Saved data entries
————————

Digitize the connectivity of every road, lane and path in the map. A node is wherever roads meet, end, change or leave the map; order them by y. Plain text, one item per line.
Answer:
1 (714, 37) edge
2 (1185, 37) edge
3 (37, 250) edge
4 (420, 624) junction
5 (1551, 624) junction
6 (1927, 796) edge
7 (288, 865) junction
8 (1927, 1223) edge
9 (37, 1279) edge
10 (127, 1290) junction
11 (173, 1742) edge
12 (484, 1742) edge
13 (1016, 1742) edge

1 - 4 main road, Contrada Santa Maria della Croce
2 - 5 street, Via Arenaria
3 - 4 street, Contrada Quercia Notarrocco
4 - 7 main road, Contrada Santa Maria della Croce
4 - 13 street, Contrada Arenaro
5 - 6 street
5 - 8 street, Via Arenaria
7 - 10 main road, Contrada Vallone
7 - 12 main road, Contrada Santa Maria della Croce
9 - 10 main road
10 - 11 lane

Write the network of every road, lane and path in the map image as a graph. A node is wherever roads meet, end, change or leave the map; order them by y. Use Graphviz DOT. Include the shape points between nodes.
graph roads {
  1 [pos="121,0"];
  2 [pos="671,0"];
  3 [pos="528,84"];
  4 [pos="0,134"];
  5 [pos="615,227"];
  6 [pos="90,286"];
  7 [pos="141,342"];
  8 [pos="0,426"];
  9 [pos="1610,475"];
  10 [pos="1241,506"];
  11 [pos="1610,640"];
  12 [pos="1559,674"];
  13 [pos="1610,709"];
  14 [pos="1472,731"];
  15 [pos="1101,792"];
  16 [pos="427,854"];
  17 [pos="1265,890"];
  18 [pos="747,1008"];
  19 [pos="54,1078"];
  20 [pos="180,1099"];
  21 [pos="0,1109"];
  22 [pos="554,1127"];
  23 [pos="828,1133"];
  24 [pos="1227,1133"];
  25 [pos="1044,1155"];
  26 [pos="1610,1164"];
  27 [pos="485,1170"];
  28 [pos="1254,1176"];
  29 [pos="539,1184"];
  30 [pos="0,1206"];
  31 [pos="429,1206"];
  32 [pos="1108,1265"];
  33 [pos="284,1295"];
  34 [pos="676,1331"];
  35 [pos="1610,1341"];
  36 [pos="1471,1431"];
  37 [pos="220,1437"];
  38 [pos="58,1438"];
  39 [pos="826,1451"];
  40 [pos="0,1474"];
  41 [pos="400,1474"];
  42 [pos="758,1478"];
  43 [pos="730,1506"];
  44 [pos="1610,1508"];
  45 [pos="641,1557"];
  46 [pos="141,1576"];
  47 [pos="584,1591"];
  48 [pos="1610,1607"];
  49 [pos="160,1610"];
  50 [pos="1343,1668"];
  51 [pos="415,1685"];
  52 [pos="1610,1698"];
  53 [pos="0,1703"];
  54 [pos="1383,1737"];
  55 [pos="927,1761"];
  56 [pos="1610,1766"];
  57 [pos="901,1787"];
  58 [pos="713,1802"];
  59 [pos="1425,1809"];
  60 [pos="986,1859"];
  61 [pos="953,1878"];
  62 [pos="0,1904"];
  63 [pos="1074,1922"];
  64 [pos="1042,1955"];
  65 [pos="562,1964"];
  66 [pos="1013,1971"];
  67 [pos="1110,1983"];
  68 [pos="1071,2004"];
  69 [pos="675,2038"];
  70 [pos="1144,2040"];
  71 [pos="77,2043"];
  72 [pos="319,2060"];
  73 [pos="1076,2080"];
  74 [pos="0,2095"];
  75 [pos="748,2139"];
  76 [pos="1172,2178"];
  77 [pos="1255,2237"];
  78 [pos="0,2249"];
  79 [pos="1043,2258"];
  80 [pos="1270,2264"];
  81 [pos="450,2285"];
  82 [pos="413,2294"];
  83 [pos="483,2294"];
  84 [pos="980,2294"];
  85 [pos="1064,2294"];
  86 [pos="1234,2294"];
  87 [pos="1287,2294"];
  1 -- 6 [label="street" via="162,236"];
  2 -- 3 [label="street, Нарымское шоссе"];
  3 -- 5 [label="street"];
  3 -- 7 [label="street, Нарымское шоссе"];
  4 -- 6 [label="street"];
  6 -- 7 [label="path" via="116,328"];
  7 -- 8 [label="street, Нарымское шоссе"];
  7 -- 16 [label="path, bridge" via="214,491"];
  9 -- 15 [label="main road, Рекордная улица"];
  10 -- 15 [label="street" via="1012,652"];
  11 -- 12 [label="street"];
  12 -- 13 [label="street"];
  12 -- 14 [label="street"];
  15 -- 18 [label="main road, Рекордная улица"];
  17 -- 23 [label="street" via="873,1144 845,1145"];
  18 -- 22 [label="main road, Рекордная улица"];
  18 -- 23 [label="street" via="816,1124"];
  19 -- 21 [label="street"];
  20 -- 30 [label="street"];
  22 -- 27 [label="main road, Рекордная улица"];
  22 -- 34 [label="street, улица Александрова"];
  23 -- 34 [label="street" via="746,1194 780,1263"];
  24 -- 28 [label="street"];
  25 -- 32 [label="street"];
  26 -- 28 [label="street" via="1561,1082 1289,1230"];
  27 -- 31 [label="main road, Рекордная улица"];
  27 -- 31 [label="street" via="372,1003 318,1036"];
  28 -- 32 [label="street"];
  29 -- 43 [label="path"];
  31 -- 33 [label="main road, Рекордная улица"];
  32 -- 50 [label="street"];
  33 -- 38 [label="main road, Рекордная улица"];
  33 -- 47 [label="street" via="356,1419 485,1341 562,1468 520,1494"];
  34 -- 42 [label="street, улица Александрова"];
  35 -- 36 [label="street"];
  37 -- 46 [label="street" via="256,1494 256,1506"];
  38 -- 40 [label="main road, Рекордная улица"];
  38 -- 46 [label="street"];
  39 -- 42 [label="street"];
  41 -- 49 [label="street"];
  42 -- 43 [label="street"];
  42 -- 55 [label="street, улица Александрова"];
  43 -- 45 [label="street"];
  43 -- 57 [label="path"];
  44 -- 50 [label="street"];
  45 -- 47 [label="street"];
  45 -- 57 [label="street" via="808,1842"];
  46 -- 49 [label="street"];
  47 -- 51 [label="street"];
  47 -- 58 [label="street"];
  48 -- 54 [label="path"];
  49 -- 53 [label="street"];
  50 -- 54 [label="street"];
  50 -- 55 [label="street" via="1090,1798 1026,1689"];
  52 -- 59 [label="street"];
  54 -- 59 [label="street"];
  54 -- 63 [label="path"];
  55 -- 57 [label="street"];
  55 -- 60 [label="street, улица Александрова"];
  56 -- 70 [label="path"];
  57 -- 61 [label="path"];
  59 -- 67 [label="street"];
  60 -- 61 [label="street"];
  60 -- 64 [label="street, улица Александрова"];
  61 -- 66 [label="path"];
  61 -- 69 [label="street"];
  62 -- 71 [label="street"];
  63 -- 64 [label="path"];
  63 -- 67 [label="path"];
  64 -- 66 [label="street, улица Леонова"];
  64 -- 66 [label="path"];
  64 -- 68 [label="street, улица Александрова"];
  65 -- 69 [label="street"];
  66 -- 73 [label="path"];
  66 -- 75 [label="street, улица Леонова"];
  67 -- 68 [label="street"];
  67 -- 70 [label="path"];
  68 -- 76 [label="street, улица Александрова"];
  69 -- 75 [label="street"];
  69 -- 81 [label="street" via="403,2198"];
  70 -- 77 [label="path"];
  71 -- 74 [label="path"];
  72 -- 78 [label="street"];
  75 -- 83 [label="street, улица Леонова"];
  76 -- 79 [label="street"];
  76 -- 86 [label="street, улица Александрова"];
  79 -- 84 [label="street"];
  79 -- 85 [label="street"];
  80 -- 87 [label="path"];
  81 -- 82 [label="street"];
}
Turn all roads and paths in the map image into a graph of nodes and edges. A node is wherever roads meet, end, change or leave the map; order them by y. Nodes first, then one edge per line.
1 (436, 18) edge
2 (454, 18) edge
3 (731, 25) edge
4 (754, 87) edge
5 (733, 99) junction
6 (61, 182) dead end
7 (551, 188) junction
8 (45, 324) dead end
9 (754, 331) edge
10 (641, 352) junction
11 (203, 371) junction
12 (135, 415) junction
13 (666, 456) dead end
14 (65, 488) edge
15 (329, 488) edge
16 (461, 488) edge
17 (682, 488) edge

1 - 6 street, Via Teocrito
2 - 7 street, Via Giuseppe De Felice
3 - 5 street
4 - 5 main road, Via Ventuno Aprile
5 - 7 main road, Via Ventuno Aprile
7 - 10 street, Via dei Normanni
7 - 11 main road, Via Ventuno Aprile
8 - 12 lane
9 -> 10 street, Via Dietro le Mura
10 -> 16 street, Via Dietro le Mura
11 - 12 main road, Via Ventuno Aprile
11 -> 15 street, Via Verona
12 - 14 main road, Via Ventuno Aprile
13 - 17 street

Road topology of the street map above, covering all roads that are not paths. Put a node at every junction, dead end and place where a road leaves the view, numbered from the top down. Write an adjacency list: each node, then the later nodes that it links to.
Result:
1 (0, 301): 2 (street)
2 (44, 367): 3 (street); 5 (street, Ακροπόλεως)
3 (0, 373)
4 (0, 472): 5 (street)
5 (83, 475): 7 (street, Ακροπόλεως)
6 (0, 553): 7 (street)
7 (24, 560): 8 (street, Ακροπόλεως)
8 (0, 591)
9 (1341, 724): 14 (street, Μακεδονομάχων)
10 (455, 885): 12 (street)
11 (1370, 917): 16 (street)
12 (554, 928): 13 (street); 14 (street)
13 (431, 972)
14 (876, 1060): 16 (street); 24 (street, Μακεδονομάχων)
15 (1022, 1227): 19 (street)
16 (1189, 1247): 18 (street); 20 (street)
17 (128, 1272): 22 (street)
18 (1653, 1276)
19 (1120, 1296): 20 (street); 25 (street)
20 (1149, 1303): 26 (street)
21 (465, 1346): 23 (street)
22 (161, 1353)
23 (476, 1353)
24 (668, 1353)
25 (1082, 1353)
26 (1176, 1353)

————————

__Action item__
Give the number of lines in the data that contain the string "Arenaria" and nothing more.

__Output__
2